## PROMPT:
State the number of lines in the listing that contain "VISTA". No further words are expected.

## RECORDED INFORMATION:

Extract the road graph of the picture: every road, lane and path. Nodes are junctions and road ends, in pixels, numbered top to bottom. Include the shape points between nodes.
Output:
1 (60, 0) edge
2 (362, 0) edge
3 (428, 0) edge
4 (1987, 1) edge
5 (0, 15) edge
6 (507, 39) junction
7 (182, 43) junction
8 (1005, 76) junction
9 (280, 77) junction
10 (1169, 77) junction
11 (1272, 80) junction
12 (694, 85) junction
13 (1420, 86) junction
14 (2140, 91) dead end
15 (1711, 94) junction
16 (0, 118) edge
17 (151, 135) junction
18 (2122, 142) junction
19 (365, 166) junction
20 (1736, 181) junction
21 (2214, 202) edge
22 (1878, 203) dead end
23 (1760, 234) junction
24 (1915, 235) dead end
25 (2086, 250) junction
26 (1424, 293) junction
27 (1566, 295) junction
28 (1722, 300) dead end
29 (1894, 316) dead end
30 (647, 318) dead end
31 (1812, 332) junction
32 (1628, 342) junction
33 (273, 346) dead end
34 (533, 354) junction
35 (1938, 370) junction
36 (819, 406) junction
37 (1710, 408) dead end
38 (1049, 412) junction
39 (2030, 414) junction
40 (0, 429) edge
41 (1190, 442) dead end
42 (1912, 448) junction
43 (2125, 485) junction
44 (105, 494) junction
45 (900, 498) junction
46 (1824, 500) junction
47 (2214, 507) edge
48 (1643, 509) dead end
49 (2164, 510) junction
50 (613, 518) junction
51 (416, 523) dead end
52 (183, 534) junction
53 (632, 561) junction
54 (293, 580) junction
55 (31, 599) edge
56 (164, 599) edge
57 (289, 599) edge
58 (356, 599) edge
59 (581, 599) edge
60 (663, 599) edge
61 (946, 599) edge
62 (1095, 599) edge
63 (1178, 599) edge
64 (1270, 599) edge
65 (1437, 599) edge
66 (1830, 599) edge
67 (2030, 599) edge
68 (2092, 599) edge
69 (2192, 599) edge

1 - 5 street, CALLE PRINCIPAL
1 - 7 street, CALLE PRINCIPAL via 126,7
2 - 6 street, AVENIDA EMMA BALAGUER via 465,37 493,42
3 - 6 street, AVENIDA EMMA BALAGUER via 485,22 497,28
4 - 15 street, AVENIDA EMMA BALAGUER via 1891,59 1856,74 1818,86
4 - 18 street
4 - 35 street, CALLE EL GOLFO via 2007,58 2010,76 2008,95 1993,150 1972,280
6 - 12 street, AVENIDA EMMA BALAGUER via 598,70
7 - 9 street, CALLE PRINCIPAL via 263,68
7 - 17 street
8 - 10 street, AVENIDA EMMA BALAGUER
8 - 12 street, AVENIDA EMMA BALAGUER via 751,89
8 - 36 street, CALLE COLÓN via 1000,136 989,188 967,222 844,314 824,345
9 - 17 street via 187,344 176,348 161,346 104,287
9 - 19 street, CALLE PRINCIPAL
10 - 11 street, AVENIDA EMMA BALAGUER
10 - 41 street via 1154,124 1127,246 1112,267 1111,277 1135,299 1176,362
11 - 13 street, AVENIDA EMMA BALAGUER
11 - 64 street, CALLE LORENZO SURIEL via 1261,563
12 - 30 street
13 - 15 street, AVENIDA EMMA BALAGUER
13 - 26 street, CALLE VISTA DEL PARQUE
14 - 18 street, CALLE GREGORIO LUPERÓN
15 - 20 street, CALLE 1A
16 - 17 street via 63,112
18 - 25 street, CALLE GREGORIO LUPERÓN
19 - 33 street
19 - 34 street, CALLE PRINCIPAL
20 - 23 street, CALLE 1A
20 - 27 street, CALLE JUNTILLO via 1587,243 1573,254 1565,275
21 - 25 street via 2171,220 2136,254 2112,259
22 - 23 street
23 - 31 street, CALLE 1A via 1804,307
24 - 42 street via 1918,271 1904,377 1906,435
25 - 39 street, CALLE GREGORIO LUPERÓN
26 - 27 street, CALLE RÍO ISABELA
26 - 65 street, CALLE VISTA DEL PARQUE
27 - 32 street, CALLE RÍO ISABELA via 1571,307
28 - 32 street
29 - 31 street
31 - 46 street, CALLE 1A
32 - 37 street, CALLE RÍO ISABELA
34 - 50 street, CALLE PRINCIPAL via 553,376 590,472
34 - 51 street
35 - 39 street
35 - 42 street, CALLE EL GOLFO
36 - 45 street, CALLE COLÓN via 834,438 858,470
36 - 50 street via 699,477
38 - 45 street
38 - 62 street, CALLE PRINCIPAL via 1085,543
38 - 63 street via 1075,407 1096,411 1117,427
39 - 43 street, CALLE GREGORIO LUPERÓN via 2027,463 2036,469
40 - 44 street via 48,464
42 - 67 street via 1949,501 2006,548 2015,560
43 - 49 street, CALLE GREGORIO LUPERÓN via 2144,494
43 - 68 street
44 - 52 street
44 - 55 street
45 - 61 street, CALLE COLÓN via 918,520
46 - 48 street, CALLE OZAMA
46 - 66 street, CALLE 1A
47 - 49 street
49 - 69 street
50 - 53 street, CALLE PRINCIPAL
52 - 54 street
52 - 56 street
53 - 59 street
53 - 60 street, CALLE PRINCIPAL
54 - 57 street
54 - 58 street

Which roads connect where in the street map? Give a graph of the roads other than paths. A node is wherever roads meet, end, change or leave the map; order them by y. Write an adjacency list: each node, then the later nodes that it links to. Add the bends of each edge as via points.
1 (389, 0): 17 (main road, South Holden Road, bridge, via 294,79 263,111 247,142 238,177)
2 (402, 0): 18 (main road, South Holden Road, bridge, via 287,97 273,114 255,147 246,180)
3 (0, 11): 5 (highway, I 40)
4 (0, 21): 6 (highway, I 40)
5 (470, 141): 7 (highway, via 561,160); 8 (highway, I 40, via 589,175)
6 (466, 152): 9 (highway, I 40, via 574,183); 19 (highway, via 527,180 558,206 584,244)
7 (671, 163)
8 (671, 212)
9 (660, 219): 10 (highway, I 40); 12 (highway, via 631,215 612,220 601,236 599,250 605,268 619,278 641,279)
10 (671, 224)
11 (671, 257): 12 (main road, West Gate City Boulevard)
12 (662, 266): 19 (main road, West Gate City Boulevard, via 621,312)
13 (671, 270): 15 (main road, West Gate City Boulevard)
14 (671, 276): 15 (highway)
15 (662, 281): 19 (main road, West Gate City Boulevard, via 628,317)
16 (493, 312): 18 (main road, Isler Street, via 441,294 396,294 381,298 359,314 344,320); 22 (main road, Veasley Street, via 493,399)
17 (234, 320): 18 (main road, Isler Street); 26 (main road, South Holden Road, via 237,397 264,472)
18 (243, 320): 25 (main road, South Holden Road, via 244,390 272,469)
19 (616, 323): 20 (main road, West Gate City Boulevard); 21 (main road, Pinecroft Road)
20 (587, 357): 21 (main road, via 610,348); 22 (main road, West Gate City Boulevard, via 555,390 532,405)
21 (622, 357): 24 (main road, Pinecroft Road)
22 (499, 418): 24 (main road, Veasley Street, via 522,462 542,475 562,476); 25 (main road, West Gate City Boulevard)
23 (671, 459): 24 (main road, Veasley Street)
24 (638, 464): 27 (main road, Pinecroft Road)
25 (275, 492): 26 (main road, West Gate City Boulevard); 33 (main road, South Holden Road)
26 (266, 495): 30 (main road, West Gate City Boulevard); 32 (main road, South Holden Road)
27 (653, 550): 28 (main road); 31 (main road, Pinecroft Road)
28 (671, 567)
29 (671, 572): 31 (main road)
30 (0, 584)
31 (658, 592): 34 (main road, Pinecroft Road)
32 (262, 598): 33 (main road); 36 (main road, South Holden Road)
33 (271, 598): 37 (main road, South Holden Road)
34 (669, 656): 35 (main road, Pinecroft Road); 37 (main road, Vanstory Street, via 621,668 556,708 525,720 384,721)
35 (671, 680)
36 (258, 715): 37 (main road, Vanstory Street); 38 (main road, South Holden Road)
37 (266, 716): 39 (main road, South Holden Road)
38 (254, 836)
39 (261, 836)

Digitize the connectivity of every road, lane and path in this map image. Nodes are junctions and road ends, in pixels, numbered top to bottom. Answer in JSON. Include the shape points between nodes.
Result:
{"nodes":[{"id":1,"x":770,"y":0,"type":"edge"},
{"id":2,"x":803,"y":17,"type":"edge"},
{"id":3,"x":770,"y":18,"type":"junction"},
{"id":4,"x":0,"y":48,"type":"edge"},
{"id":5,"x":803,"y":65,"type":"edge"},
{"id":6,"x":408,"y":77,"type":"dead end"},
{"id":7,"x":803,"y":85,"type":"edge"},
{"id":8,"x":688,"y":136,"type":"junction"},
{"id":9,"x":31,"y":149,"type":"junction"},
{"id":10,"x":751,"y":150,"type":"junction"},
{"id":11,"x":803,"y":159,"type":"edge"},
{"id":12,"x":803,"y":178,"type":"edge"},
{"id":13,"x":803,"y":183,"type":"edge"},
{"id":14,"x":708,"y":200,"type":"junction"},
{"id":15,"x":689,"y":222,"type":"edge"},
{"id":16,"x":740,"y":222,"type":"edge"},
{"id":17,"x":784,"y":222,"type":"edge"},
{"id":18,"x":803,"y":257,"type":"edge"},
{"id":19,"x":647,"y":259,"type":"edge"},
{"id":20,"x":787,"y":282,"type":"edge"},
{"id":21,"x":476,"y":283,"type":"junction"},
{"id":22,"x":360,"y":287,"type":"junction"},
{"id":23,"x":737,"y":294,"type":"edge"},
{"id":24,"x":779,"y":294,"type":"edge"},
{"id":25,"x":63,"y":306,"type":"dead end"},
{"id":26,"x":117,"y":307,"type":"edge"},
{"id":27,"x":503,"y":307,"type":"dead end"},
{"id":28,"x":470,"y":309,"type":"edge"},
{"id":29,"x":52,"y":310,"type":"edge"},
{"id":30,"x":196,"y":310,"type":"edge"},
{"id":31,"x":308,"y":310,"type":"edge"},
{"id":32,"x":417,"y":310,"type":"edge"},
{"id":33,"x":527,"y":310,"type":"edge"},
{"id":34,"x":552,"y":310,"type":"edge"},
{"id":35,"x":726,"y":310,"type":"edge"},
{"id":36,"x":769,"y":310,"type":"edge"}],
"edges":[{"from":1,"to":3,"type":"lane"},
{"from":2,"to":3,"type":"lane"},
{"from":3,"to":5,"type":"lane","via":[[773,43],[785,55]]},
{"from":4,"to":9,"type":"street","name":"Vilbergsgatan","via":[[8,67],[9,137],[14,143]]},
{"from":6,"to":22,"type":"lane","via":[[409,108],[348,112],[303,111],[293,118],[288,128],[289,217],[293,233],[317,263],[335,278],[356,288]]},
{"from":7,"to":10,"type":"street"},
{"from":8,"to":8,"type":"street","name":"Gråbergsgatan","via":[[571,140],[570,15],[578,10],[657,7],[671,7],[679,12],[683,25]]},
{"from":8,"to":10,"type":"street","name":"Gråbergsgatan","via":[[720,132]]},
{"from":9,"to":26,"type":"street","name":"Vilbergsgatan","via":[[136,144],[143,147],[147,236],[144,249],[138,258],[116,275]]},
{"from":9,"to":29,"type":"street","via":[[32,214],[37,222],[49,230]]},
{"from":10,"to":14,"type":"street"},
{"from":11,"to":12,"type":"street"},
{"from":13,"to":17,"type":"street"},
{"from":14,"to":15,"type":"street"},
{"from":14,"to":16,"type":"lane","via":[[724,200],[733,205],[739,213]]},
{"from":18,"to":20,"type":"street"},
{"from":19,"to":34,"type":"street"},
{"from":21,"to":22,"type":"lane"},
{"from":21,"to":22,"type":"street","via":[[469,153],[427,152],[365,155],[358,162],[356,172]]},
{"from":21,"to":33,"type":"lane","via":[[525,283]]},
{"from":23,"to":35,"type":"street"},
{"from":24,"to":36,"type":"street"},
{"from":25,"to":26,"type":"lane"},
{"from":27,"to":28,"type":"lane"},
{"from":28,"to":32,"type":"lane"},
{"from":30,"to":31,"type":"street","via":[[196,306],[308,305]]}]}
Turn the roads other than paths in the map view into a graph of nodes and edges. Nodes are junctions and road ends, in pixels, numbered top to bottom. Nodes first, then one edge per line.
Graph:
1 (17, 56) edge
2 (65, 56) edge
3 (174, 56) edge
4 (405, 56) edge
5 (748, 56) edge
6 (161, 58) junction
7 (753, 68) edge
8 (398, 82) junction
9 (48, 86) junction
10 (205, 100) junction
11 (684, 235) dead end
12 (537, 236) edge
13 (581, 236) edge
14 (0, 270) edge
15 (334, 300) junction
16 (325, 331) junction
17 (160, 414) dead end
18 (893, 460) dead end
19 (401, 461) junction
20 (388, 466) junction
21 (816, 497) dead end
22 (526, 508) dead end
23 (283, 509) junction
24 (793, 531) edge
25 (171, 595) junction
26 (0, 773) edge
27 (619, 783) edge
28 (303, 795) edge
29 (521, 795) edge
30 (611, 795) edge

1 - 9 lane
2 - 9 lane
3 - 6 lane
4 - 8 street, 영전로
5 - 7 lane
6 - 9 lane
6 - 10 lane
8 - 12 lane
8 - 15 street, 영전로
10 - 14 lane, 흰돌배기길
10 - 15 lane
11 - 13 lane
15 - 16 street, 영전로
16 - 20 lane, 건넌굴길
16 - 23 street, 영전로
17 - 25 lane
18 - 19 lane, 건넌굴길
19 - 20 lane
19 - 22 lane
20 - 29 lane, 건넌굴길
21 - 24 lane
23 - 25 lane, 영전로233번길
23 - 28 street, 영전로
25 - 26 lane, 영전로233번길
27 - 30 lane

## ANSWER:
2